— WORK TO COMPLETE —
Write the data out again, word for word.
━━━ MATERIAL SHOWN
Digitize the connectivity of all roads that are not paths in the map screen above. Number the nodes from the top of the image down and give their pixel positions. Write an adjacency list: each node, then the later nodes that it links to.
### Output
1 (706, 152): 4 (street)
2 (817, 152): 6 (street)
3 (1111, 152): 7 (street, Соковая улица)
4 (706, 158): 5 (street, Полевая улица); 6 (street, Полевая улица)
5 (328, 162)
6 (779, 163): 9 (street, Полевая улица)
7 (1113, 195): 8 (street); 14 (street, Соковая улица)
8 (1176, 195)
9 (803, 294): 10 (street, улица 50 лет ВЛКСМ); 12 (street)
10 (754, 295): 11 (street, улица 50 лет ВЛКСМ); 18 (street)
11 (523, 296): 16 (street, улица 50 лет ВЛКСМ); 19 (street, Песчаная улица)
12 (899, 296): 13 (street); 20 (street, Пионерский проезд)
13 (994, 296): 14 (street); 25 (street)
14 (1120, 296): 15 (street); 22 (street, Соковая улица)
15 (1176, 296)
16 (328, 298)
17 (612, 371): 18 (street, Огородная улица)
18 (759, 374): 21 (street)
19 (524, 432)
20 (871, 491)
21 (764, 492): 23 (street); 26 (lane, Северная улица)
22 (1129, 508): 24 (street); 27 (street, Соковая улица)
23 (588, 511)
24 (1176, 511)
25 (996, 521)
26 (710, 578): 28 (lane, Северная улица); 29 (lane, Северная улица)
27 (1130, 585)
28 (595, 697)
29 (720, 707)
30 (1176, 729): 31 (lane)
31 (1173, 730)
━━━━━━
— THE ANSWER —
Digitize the connectivity of all roads that are not paths in the map screen above. Number the nodes from the top of the image down and give their pixel positions. Write an adjacency list: each node, then the later nodes that it links to.
### Output
1 (706, 152): 4 (street)
2 (817, 152): 6 (street)
3 (1111, 152): 7 (street, Соковая улица)
4 (706, 158): 5 (street, Полевая улица); 6 (street, Полевая улица)
5 (328, 162)
6 (779, 163): 9 (street, Полевая улица)
7 (1113, 195): 8 (street); 14 (street, Соковая улица)
8 (1176, 195)
9 (803, 294): 10 (street, улица 50 лет ВЛКСМ); 12 (street)
10 (754, 295): 11 (street, улица 50 лет ВЛКСМ); 18 (street)
11 (523, 296): 16 (street, улица 50 лет ВЛКСМ); 19 (street, Песчаная улица)
12 (899, 296): 13 (street); 20 (street, Пионерский проезд)
13 (994, 296): 14 (street); 25 (street)
14 (1120, 296): 15 (street); 22 (street, Соковая улица)
15 (1176, 296)
16 (328, 298)
17 (612, 371): 18 (street, Огородная улица)
18 (759, 374): 21 (street)
19 (524, 432)
20 (871, 491)
21 (764, 492): 23 (street); 26 (lane, Северная улица)
22 (1129, 508): 24 (street); 27 (street, Соковая улица)
23 (588, 511)
24 (1176, 511)
25 (996, 521)
26 (710, 578): 28 (lane, Северная улица); 29 (lane, Северная улица)
27 (1130, 585)
28 (595, 697)
29 (720, 707)
30 (1176, 729): 31 (lane)
31 (1173, 730)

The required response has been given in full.